Quel est votre regard sur la coopération entre le Maroc et la France dans le domaine culturel ?

Je suis de passage au Maroc, mais j’ai pu me rendre compte en très peu de temps de la vitalité de la création contemporaine et de l’envie de créer des jeunes Marocains, par exemple dans le domaine du street art. L’Institut français de Casablanca est très ouvert au public et aux partenaires locaux. Ce qui nous intéresse, c’est de savoir comment discuter et créer ensemble autour de thèmes transversaux tels que la transition écologique, qui est l’une de mes priorités, mais aussi autour de sujets sociétaux comme l’égalité femme-homme.

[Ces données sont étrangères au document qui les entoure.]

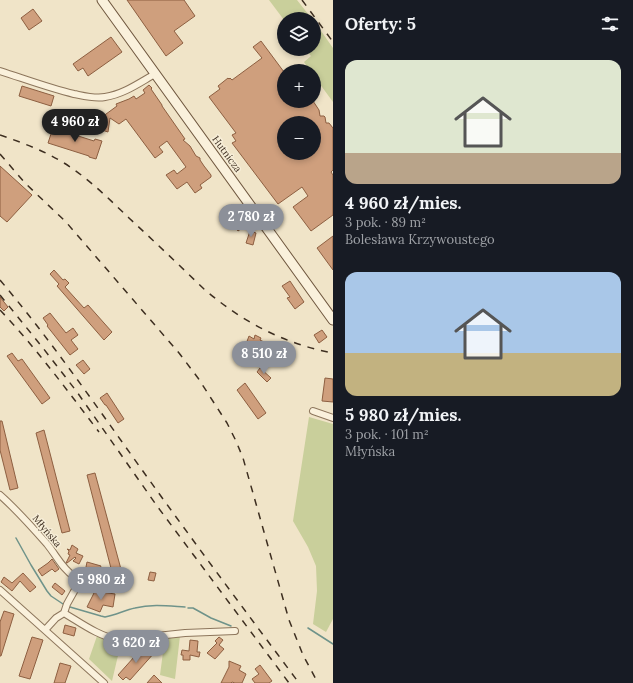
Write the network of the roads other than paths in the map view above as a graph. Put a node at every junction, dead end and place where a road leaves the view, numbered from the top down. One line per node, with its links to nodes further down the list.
1 (102, 0): 3 (main road, Hutnicza)
2 (0, 71): 3 (street)
3 (155, 74): 4 (main road, Hutnicza)
4 (333, 320)
5 (312, 411): 6 (street)
6 (333, 418)
7 (0, 495): 8 (street, Młyńska)
8 (81, 579): 9 (street, Młyńska); 11 (street)
9 (127, 585)
10 (0, 590): 12 (street)
11 (64, 613): 12 (street); 13 (street)
12 (45, 630): 14 (street)
13 (235, 631)
14 (104, 683)

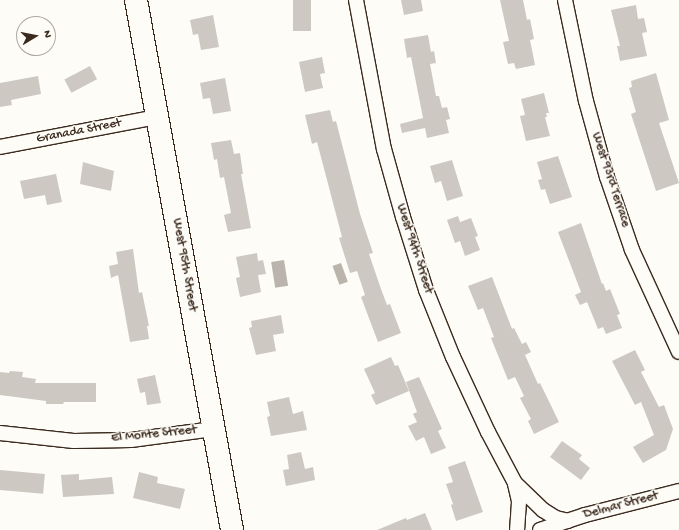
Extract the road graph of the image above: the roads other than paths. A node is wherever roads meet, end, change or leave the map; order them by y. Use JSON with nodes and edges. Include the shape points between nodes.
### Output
{"nodes":[{"id":1,"x":136,"y":0,"type":"edge"},
{"id":2,"x":356,"y":0,"type":"edge"},
{"id":3,"x":565,"y":0,"type":"edge"},
{"id":4,"x":157,"y":117,"type":"junction"},
{"id":5,"x":0,"y":147,"type":"edge"},
{"id":6,"x":679,"y":352,"type":"edge"},
{"id":7,"x":213,"y":429,"type":"junction"},
{"id":8,"x":0,"y":433,"type":"edge"},
{"id":9,"x":515,"y":483,"type":"junction"},
{"id":10,"x":679,"y":491,"type":"edge"},
{"id":11,"x":568,"y":520,"type":"junction"},
{"id":12,"x":232,"y":530,"type":"edge"},
{"id":13,"x":517,"y":530,"type":"edge"},
{"id":14,"x":540,"y":530,"type":"edge"}],
"edges":[{"from":1,"to":4,"type":"main road","name":"West 95th Street"},
{"from":2,"to":9,"type":"street","name":"West 94th Street","via":[[384,149],[426,290],[453,357]]},
{"from":3,"to":6,"type":"street","name":"West 93rd Terrace","via":[[586,101],[607,177],[632,250]]},
{"from":4,"to":5,"type":"street","name":"Granada Street"},
{"from":4,"to":7,"type":"main road","name":"West 95th Street"},
{"from":7,"to":8,"type":"street","name":"El Monte Street","via":[[131,440],[74,441]]},
{"from":7,"to":12,"type":"main road","name":"West 95th Street"},
{"from":9,"to":11,"type":"street","name":"West 94th Street","via":[[543,510],[556,518]]},
{"from":9,"to":13,"type":"street","name":"West 94th Street","via":[[519,502]]},
{"from":10,"to":11,"type":"street","name":"Delmar Street"},
{"from":11,"to":14,"type":"street","name":"Delmar Street"}]}
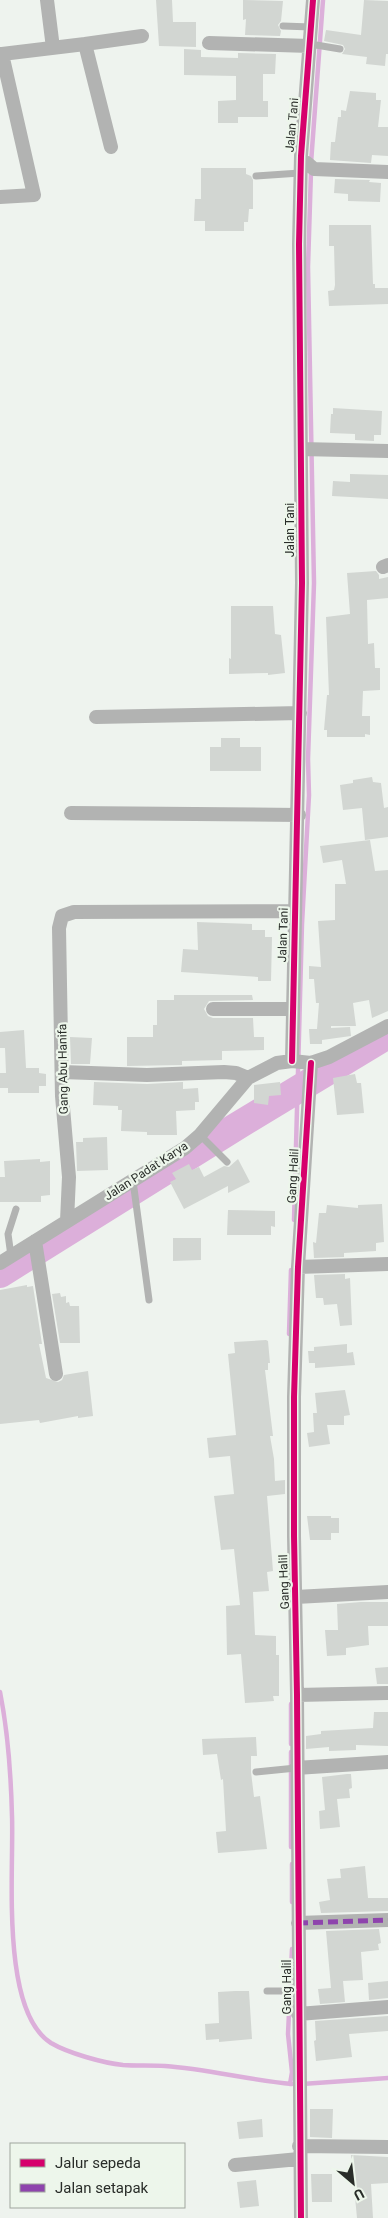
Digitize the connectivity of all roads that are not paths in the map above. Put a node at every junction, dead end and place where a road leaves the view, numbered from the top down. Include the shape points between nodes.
1 (47, 0) edge
2 (313, 0) edge
3 (283, 26) dead end
4 (311, 27) junction
5 (142, 36) dead end
6 (209, 43) dead end
7 (86, 44) junction
8 (315, 45) junction
9 (53, 48) junction
10 (340, 49) dead end
11 (1, 54) edge
12 (111, 147) dead end
13 (305, 167) junction
14 (388, 172) edge
15 (256, 176) dead end
16 (0, 197) edge
17 (304, 449) junction
18 (388, 451) edge
19 (300, 713) junction
20 (96, 718) dead end
21 (71, 813) dead end
22 (298, 815) junction
23 (295, 911) junction
24 (292, 1008) junction
25 (213, 1010) dead end
26 (388, 1026) edge
27 (303, 1063) junction
28 (62, 1072) junction
29 (248, 1078) junction
30 (203, 1138) junction
31 (227, 1162) dead end
32 (134, 1183) junction
33 (16, 1209) dead end
34 (67, 1221) junction
35 (35, 1240) junction
36 (5, 1259) edge
37 (388, 1264) edge
38 (298, 1267) junction
39 (149, 1300) dead end
40 (56, 1374) dead end
41 (388, 1592) edge
42 (296, 1597) junction
43 (388, 1693) edge
44 (297, 1695) junction
45 (388, 1762) edge
46 (291, 1769) junction
47 (256, 1772) dead end
48 (388, 1920) edge
49 (298, 1923) junction
50 (267, 1991) dead end
51 (292, 1991) junction
52 (388, 2008) edge
53 (298, 2014) junction
54 (388, 2147) edge
55 (299, 2152) junction
56 (235, 2165) dead end
57 (301, 2218) edge

1 - 9 street
2 - 4 street, Jalan Tani
3 - 4 lane
4 - 8 street, Jalan Tani
5 - 7 street
6 - 8 street
7 - 9 street
7 - 12 street
8 - 10 lane
8 - 13 street, Jalan Tani
9 - 11 street
11 - 16 street via 34,195
13 - 14 street
13 - 15 lane
13 - 17 street, Jalan Tani via 298,244
17 - 18 street
17 - 19 street, Jalan Tani
19 - 20 street
19 - 22 street, Jalan Tani
21 - 22 street
22 - 23 street, Jalan Tani
23 - 24 street, Jalan Tani
23 - 28 street, Gang Abu Hanifa via 74,912 62,916 59,928
24 - 25 street
24 - 27 street, Jalan Tani
26 - 27 street, Jalan Padat Karya via 340,1053
27 - 29 street, Jalan Padat Karya via 264,1068
27 - 38 street, Gang Halil via 308,1095
28 - 29 street via 148,1075 224,1072
28 - 34 street, Gang Abu Hanifa via 69,1177
29 - 30 street, Jalan Padat Karya
30 - 31 lane
30 - 32 street, Jalan Padat Karya
32 - 34 street, Jalan Padat Karya
32 - 39 lane
33 - 36 lane
34 - 35 street, Jalan Padat Karya
35 - 36 street, Jalan Padat Karya
35 - 40 street
37 - 38 street
38 - 42 street, Gang Halil via 294,1407
41 - 42 street
42 - 44 street, Gang Halil
43 - 44 street
44 - 46 street, Gang Halil
45 - 46 street
46 - 47 lane
46 - 49 street, Gang Halil
48 - 49 street
49 - 51 street, Gang Halil
50 - 51 lane
51 - 53 street, Gang Halil
52 - 53 street
53 - 55 street, Gang Halil
54 - 55 street
55 - 56 street
55 - 57 street

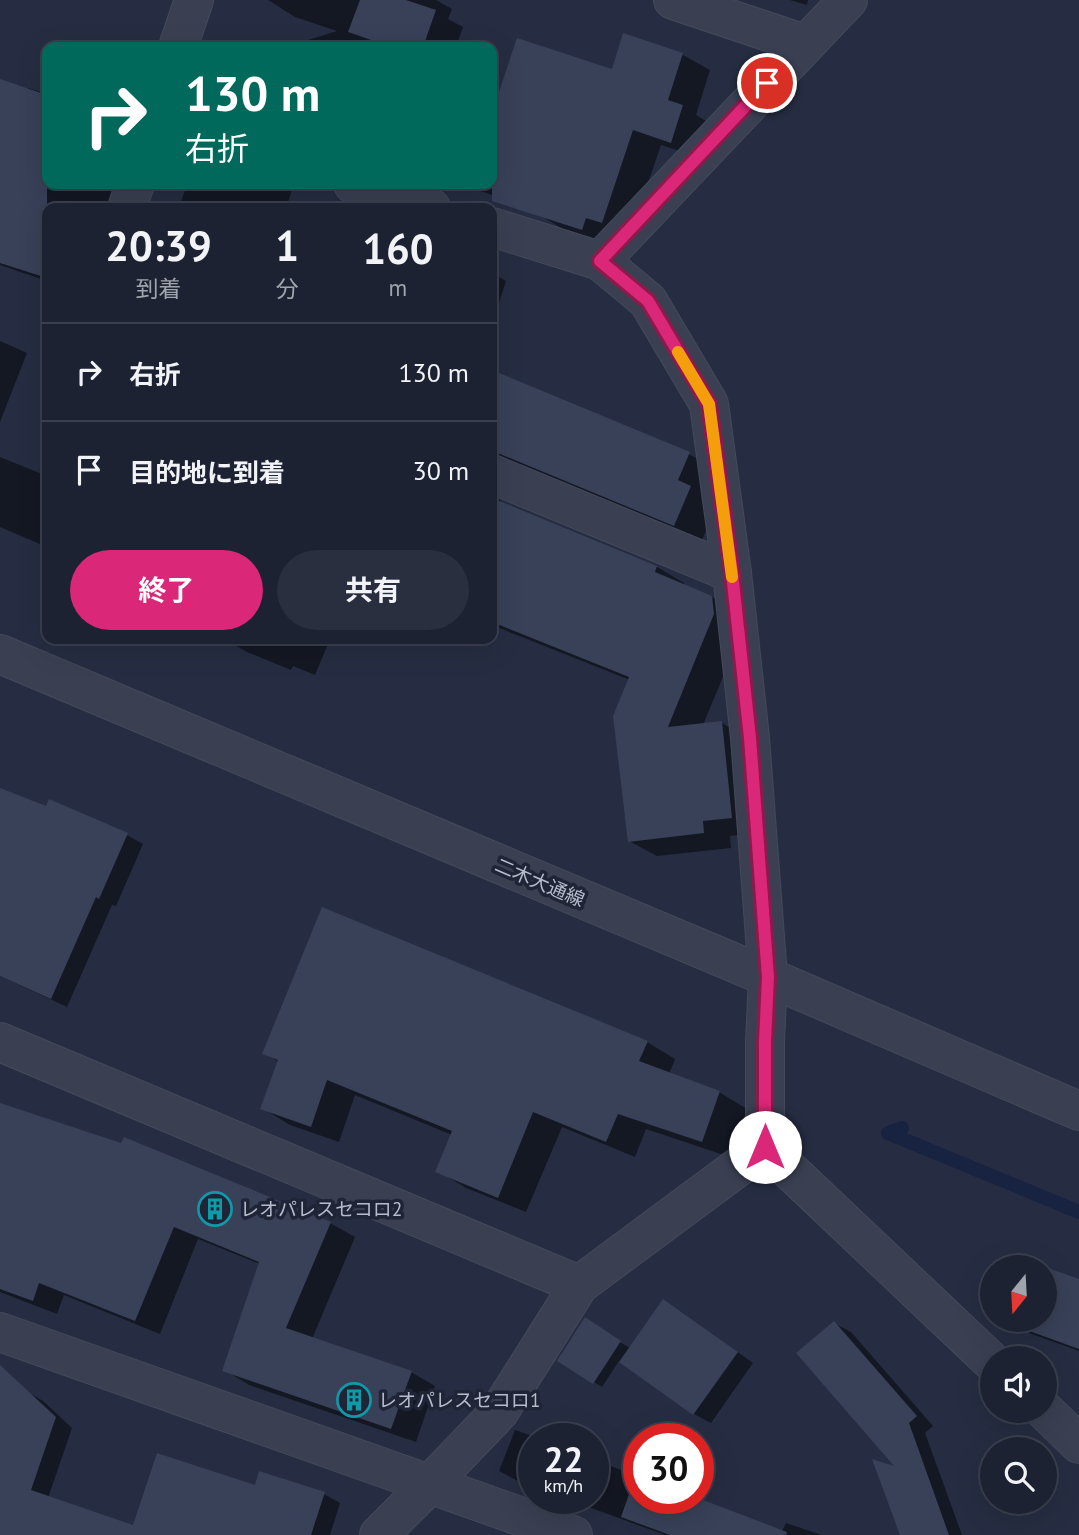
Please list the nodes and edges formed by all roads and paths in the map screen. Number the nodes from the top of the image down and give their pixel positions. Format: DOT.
graph roads {
  1 [pos="194,0"];
  2 [pos="673,0"];
  3 [pos="848,0"];
  4 [pos="180,42"];
  5 [pos="804,44"];
  6 [pos="369,189"];
  7 [pos="415,203"];
  8 [pos="497,229"];
  9 [pos="600,261"];
  10 [pos="497,476"];
  11 [pos="732,573"];
  12 [pos="0,654"];
  13 [pos="768,977"];
  14 [pos="0,1042"];
  15 [pos="1079,1111"];
  16 [pos="765,1147"];
  17 [pos="579,1285"];
  18 [pos="0,1332"];
  19 [pos="980,1351"];
  20 [pos="1057,1423"];
  21 [pos="1079,1444"];
  22 [pos="430,1484"];
  23 [pos="379,1535"];
  24 [pos="573,1535"];
  1 -- 4 [label="street"];
  2 -- 5 [label="street"];
  3 -- 5 [label="street"];
  5 -- 9 [label="street"];
  6 -- 7 [label="street"];
  8 -- 9 [label="street"];
  9 -- 11 [label="street"];
  10 -- 11 [label="street"];
  11 -- 13 [label="street"];
  12 -- 13 [label="street, 二木大通線"];
  13 -- 15 [label="street, 二木大通線"];
  13 -- 16 [label="street"];
  14 -- 17 [label="street"];
  16 -- 17 [label="street"];
  16 -- 19 [label="street"];
  17 -- 22 [label="street"];
  18 -- 22 [label="street"];
  20 -- 21 [label="street"];
  22 -- 23 [label="street"];
  22 -- 24 [label="street"];
}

Au Maroc il existe un réseau très dense d’Instituts français et d’Alliances françaises. J’ai beaucoup apprécié le dynamisme de l’équipe et j’ai pu constater les liens très forts qu’elle entretient avec les artistes et les porteurs de projets. Nous disposons de nombreux outils : la médiathèque, l’auditorium, le fablab, les casques de réalité augmentée, le studio son pour créer des podcasts… Car, pour nous, il est important d’être en phase avec les nouvelles pratiques.

Les partenariats avec les entreprises sont également très importants, au-delà du mécénat. J’ai vraiment à cœur de développer des projets avec elles, dès le départ, dès le lancement des idées, et non pas à la fin pour demander un financement.

L’évolution de nos méthodes de travail et de la manière d’envisager nos actions s’applique aussi aux entreprises. Donc, merci à elles pour leur soutien et leur coopération.